In June of 2001 Six Feet Under debuted on HBO. In many ways this series was even more revolutionary then The Sopranos. For one thing it dealt with the typical American family whose patriarch happened to own a funeral home. It began with Nathaniel Fisher's hearse being hit by a bus on Christmas Eve and the entire family having to deal with it in bizarre ways: Claire, the youngest daughter, learns of it while smoking crystal meth while Ruth the mother confesses she cheated on her father with her hairdresser during the wake. And indeed the Fishers start having conversations with Nathaniel after he dies – and Alan Ball the showrunner never really explains if these are ghosts or mental conversations.

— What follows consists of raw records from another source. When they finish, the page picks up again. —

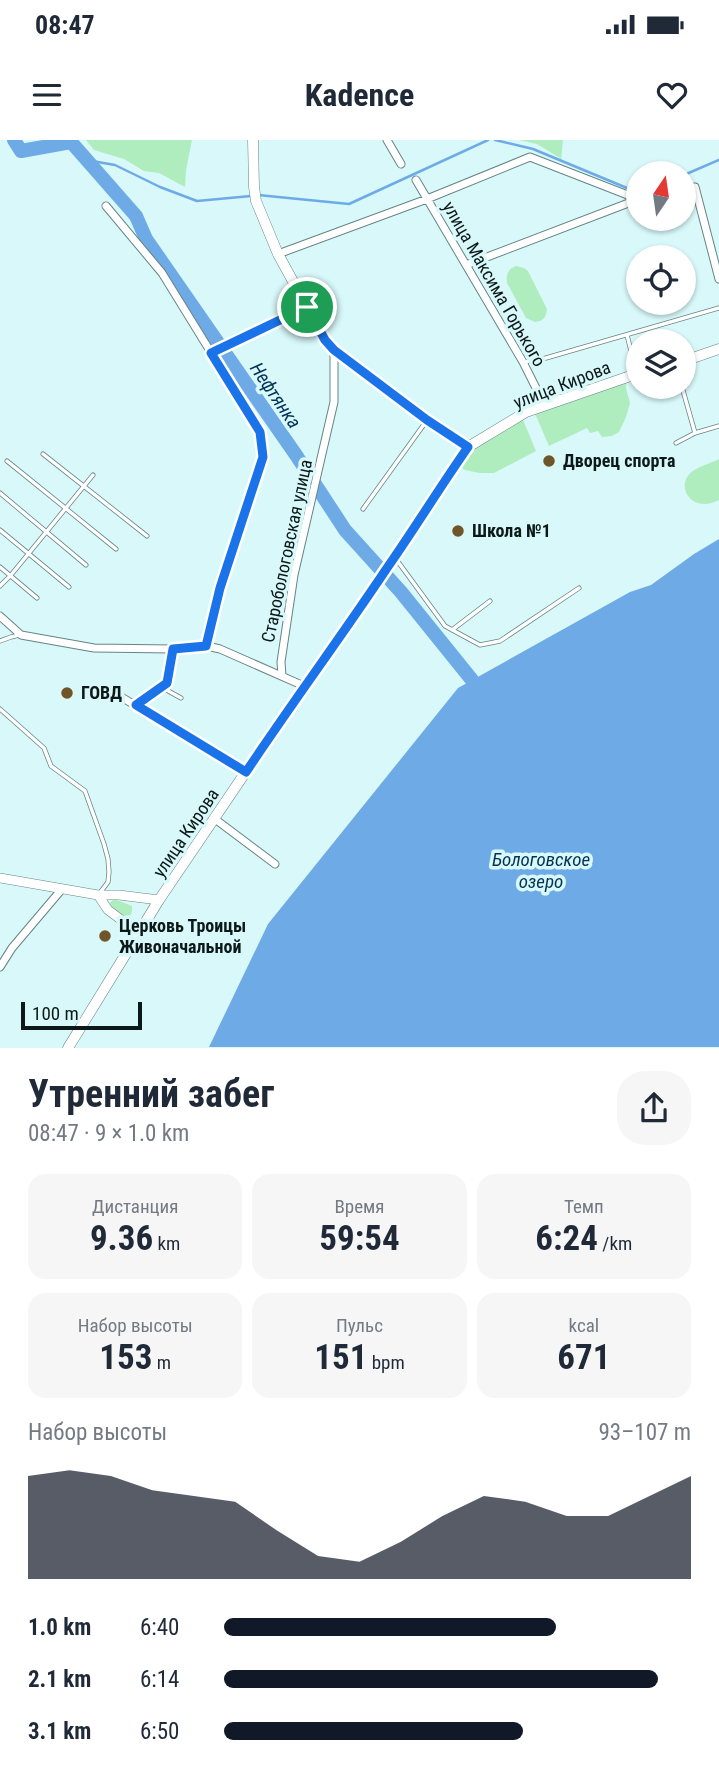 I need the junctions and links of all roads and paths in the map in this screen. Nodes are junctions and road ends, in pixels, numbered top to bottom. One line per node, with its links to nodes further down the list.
1 (253, 140): 10 (main road)
2 (387, 140): 3 (street)
3 (401, 164)
4 (416, 180): 7 (street, улица Максима Горького)
5 (696, 191): 12 (street)
6 (626, 194): 7 (street)
7 (427, 199): 10 (street); 11 (street, улица Максима Горького)
8 (626, 204): 11 (street)
9 (106, 206): 19 (street)
10 (278, 254): 13 (main road)
11 (466, 265): 21 (street, улица Максима Горького)
12 (719, 279)
13 (307, 307): 18 (main road); 19 (street)
14 (719, 308): 15 (lane)
15 (645, 329)
16 (626, 334): 21 (lane)
17 (719, 348): 20 (main road)
18 (334, 350): 25 (main road); 57 (street, Старобологовская улица)
19 (211, 353): 55 (street)
20 (696, 357)
21 (523, 362): 24 (street, улица Максима Горького)
22 (626, 377): 24 (main road, улица Кирова)
23 (685, 399): 27 (lane)
24 (545, 406): 29 (main road, улица Кирова)
25 (427, 420): 29 (main road); 36 (lane)
26 (719, 426): 27 (lane)
27 (695, 433): 28 (lane)
28 (676, 443)
29 (468, 447): 42 (main road, улица Кирова)
30 (43, 454): 33 (lane)
31 (7, 461): 35 (lane)
32 (93, 475): 33 (lane)
33 (83, 487): 35 (lane); 39 (lane)
34 (0, 493): 38 (lane)
35 (66, 508): 38 (lane); 40 (lane)
36 (363, 509)
37 (0, 530): 41 (lane)
38 (47, 531): 41 (lane); 43 (lane)
39 (147, 536)
40 (116, 549)
41 (29, 553): 45 (lane); 47 (lane)
42 (392, 562): 52 (lane); 58 (main road, улица Кирова)
43 (86, 565)
44 (0, 567): 45 (lane)
45 (11, 575): 46 (lane); 49 (lane)
46 (0, 586)
47 (69, 587)
48 (579, 588): 52 (lane)
49 (37, 598)
50 (490, 601): 52 (lane)
51 (0, 616): 53 (street)
52 (452, 629)
53 (21, 635): 54 (lane); 56 (street)
54 (0, 641)
55 (206, 646): 56 (street); 57 (street)
56 (173, 649): 59 (lane)
57 (282, 676): 58 (street)
58 (304, 686): 64 (main road, улица Кирова)
59 (161, 687): 61 (lane); 62 (lane)
60 (108, 689): 62 (street)
61 (181, 698)
62 (136, 705): 64 (street)
63 (0, 709): 69 (lane)
64 (246, 772): 65 (main road, улица Кирова)
65 (215, 819): 66 (street); 70 (main road, улица Кирова)
66 (275, 864)
67 (0, 878): 68 (street)
68 (62, 889): 69 (street); 72 (street)
69 (98, 895): 70 (street); 71 (street)
70 (159, 900): 71 (main road, улица Кирова)
71 (139, 933): 73 (main road, улица Кирова)
72 (0, 967)
73 (68, 1048)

Six Feet Under was far closer to a black comedy much of the time then a drama and it certainly didn't fit the model of White Male Antihero dramas that would dominate cable over much of the next 20 years. The show dealt with death on a week by week basis but it frequently never took it seriously. It was the first series to deal with a major character – David Fisher, played exquisitely by Michael C. Hall – who was a closeted gay man who spent the first season slowly coming out to his family, all of whom had suspected for years. Just like with The West Wing Hall and the entire cast have become fixtures in television to this very day.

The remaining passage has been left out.